§ BRIEF: Only lines holding "İshak" are needed; copy each of them from the data below.

§ MATERIAL FOR THIS TASK:
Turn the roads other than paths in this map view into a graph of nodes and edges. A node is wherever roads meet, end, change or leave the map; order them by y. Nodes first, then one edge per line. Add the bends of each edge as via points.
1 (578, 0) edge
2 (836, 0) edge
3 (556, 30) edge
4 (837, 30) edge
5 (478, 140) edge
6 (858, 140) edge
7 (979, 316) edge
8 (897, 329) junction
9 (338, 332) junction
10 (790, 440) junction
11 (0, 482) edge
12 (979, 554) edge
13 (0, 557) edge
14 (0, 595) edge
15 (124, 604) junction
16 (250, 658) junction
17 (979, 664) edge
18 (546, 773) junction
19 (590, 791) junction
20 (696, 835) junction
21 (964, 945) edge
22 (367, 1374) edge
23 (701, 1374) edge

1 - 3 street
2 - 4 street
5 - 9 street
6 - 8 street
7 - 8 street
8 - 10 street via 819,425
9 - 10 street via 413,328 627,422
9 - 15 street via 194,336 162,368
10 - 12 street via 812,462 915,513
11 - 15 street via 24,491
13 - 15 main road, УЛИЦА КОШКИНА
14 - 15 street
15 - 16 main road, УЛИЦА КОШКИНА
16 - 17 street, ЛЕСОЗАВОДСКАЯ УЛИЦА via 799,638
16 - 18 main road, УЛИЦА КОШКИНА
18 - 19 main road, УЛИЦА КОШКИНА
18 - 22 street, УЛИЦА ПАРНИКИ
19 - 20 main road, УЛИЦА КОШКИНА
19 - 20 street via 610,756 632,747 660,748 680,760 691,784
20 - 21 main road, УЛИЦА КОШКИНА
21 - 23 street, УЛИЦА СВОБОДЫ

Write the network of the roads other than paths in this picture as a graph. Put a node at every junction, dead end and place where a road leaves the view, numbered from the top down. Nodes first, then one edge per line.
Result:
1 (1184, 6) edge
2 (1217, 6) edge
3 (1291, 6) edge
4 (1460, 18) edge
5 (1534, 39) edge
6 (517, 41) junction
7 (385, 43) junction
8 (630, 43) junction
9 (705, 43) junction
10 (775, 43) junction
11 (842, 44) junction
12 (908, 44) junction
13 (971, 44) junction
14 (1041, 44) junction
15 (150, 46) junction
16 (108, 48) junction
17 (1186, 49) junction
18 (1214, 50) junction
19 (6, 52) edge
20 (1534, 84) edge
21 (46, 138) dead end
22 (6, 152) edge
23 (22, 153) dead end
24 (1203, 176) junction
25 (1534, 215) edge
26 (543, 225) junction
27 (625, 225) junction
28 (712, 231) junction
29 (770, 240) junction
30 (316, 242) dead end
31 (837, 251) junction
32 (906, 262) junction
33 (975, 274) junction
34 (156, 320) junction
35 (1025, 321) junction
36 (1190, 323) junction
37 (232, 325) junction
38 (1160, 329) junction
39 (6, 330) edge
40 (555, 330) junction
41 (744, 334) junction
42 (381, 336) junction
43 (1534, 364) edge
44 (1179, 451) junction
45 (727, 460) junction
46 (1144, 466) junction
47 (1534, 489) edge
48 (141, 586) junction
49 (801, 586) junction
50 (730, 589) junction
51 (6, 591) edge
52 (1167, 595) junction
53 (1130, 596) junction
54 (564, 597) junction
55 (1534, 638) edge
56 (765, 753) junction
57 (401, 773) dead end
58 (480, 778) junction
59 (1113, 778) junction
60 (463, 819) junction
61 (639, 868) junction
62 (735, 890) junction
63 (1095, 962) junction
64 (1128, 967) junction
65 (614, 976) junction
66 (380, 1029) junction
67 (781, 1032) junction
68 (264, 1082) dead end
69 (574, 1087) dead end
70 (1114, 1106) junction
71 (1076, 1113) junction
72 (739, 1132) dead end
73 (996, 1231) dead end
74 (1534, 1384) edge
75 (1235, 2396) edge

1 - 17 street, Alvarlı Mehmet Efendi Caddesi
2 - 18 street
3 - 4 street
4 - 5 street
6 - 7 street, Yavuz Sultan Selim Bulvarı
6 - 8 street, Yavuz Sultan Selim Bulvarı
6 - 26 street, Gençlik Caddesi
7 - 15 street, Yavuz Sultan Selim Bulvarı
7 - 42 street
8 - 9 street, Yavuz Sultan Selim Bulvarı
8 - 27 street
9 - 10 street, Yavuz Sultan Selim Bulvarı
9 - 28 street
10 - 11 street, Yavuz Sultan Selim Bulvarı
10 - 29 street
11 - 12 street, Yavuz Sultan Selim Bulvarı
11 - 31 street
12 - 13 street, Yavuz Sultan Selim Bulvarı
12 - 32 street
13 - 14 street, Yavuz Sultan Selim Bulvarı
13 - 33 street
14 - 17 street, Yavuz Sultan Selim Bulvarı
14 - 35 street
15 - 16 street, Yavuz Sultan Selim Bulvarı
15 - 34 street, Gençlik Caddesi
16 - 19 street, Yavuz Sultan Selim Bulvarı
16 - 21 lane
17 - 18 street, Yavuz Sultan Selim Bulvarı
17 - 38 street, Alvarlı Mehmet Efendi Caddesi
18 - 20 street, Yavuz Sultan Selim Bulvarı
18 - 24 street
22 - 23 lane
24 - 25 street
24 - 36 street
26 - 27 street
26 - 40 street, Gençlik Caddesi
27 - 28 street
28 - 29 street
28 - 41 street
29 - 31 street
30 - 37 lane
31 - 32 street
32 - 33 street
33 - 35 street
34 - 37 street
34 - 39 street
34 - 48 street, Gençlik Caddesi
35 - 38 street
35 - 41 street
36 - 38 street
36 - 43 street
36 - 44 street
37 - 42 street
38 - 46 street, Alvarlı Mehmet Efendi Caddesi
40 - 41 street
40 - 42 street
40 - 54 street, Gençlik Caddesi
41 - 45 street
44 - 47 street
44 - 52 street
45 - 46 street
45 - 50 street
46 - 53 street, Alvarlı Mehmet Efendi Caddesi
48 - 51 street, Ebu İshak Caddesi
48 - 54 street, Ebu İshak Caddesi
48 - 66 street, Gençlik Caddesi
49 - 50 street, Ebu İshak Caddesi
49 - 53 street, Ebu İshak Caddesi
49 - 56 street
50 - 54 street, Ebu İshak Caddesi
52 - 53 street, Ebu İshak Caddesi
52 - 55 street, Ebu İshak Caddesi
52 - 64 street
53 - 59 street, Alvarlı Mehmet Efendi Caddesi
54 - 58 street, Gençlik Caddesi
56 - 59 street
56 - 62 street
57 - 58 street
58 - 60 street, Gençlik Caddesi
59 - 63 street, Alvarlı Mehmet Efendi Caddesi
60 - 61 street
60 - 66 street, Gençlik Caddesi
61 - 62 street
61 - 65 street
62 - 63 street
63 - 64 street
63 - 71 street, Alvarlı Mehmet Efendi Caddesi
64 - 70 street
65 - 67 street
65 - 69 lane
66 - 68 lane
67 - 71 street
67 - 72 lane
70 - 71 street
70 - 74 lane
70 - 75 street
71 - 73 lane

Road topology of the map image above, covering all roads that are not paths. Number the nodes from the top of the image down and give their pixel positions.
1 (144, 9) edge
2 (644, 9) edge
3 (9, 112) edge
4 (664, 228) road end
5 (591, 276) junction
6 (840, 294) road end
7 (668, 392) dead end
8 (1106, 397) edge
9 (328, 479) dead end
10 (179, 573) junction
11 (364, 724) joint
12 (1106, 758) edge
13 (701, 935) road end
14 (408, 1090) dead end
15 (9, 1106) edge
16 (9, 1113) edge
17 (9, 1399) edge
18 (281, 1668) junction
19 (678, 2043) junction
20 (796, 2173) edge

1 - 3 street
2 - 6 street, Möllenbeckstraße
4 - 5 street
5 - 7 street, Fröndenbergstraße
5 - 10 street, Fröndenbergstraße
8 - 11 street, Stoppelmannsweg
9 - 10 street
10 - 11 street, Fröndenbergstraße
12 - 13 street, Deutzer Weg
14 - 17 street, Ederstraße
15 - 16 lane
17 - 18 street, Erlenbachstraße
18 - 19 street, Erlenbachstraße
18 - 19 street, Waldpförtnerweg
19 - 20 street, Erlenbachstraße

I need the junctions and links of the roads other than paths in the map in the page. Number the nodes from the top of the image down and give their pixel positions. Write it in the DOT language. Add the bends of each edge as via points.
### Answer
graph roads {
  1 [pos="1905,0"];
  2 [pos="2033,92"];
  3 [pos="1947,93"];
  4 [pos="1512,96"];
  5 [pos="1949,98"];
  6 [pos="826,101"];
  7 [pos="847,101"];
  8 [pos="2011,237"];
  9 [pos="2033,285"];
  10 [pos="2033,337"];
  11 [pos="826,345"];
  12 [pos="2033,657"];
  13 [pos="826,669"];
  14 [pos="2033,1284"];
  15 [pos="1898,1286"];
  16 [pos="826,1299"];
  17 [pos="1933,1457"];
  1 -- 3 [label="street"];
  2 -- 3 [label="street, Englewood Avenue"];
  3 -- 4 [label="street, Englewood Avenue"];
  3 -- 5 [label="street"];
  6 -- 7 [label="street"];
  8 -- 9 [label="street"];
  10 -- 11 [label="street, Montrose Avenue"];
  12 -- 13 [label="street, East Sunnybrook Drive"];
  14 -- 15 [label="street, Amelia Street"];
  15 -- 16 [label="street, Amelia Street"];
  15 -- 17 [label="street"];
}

§ WRITTEN SOLUTION:
48 - 51 street, Ebu İshak Caddesi
48 - 54 street, Ebu İshak Caddesi
49 - 50 street, Ebu İshak Caddesi
49 - 53 street, Ebu İshak Caddesi
50 - 54 street, Ebu İshak Caddesi
52 - 53 street, Ebu İshak Caddesi
52 - 55 street, Ebu İshak Caddesi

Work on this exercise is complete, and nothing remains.